**INPUT DATA**
----

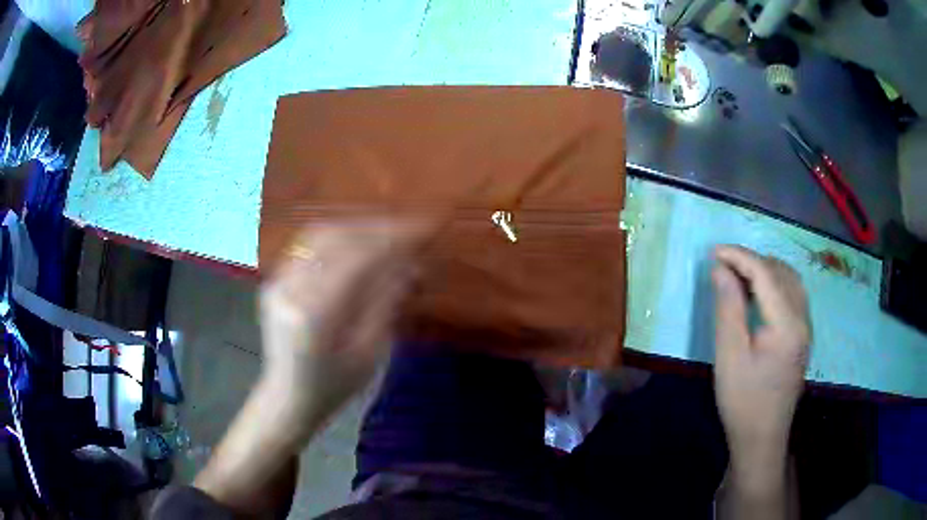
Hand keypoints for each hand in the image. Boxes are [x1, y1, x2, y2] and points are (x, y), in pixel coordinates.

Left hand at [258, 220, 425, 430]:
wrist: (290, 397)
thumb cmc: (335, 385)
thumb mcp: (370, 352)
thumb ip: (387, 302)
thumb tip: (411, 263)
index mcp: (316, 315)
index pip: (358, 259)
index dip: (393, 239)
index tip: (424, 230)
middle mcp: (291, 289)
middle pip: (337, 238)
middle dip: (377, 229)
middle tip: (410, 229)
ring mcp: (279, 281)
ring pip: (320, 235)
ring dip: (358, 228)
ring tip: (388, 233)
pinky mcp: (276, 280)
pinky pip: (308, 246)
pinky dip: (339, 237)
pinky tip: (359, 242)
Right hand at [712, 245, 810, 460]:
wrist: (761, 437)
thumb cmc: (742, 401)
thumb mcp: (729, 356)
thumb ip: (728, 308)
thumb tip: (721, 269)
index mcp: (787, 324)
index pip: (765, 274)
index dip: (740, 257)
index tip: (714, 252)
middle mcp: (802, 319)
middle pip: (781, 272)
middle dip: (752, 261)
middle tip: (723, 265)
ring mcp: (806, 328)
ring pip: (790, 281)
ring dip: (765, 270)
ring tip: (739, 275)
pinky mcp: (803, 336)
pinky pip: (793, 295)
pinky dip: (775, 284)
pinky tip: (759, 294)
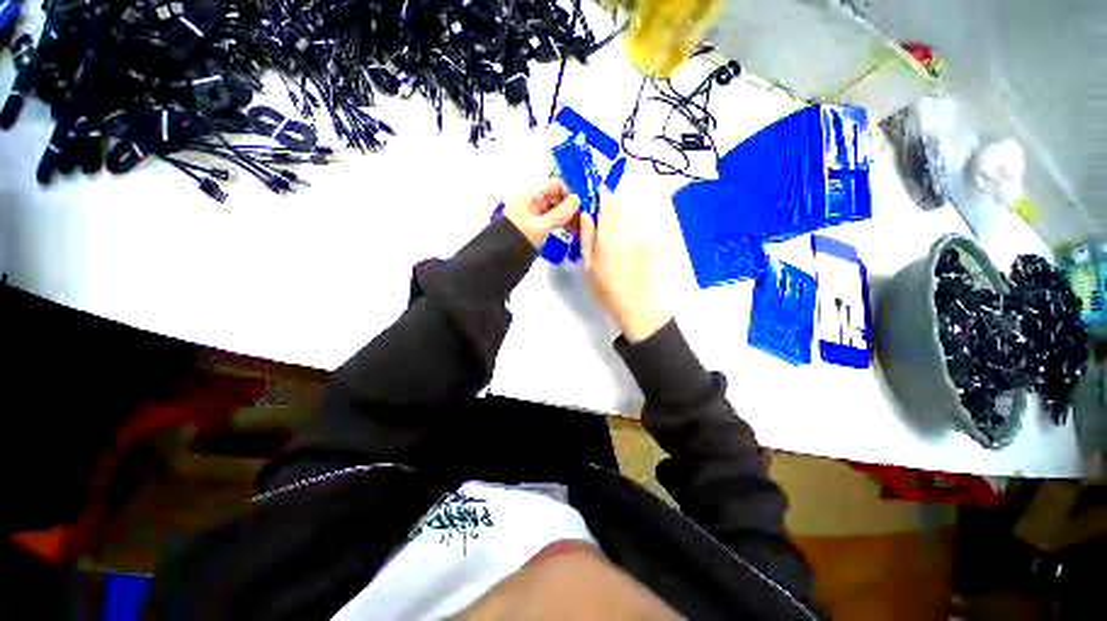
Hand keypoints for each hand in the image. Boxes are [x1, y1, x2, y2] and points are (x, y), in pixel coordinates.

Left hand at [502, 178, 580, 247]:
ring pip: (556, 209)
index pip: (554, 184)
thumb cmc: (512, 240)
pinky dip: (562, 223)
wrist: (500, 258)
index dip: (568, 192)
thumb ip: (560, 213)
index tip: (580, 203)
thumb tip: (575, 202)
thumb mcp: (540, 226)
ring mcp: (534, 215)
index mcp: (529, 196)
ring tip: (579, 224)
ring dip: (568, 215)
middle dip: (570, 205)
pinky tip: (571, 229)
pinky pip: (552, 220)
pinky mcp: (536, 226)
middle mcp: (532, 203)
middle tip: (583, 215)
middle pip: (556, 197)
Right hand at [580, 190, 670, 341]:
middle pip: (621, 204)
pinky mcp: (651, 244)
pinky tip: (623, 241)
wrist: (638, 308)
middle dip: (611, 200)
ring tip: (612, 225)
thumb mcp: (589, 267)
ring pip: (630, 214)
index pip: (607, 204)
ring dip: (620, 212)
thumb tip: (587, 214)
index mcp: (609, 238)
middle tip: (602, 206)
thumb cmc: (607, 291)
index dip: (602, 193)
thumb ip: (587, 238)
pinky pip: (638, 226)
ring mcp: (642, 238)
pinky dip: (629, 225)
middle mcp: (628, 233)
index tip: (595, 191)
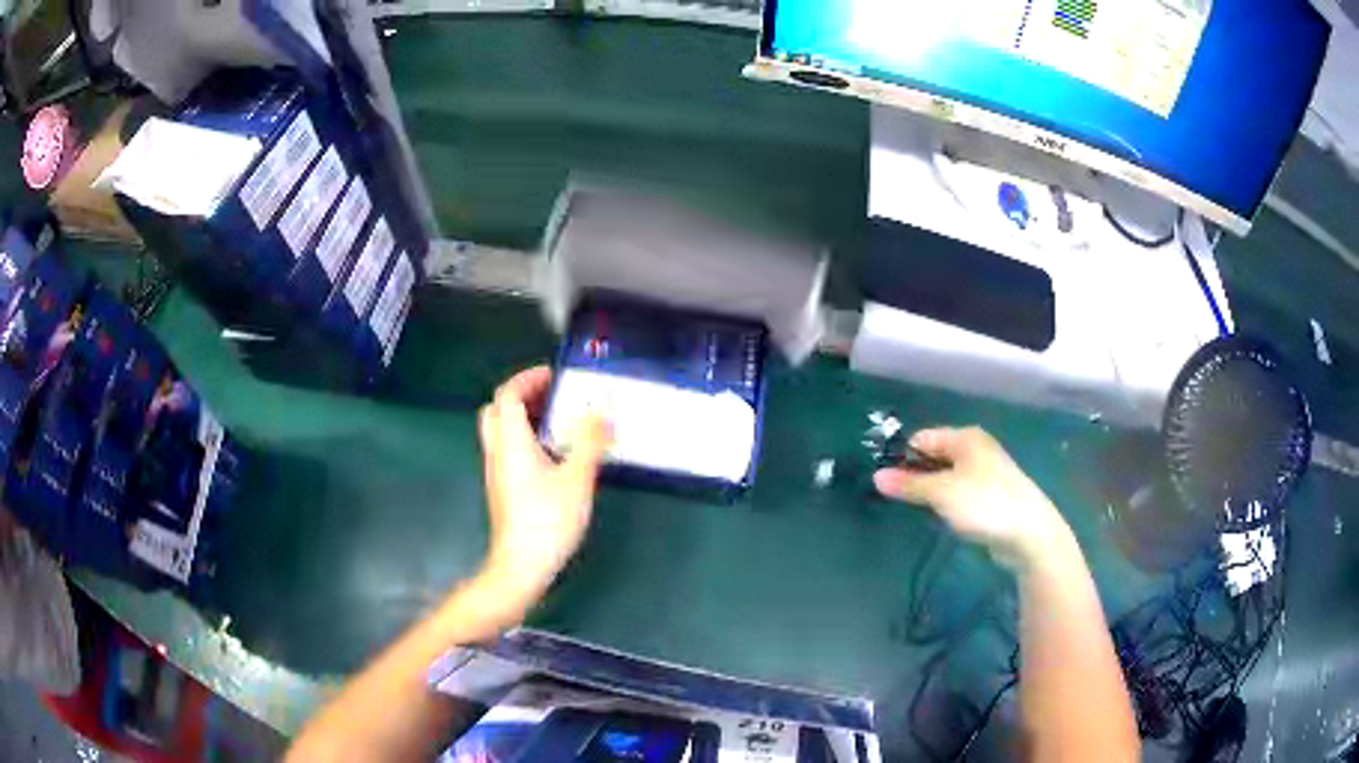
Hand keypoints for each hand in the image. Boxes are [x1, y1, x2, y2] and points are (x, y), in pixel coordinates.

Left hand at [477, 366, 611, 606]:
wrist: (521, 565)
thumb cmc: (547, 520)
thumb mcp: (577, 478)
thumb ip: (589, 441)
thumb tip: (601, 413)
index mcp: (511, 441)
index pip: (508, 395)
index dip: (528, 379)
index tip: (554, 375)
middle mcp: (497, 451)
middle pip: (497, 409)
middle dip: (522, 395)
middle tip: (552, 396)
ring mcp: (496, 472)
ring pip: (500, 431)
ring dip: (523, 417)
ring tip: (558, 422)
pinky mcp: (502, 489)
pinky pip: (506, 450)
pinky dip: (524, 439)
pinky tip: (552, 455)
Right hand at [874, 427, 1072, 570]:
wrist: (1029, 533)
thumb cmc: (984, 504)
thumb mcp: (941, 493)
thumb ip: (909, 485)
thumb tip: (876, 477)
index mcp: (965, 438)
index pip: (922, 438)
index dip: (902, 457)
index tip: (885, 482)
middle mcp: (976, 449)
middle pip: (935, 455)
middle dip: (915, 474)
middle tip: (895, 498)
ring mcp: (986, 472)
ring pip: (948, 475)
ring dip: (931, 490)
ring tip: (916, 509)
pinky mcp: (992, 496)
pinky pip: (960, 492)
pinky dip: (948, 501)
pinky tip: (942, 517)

----

**TASK BRIEF**
Could you restate, word for word, the lines above from the one with "ring dip: (358, 228)" to the one with "index mcp: (787, 324)", both included?

**SOLUTION TO THIS TASK**
ring dip: (358, 228)
ring tip: (388, 233)
pinky mcp: (276, 280)
pinky pip: (308, 246)
pinky dip: (339, 237)
pinky tip: (359, 242)
Right hand at [712, 245, 810, 460]:
wrist: (761, 437)
thumb cmc: (742, 401)
thumb mcp: (729, 356)
thumb ip: (728, 308)
thumb tip: (721, 269)
index mcp: (787, 324)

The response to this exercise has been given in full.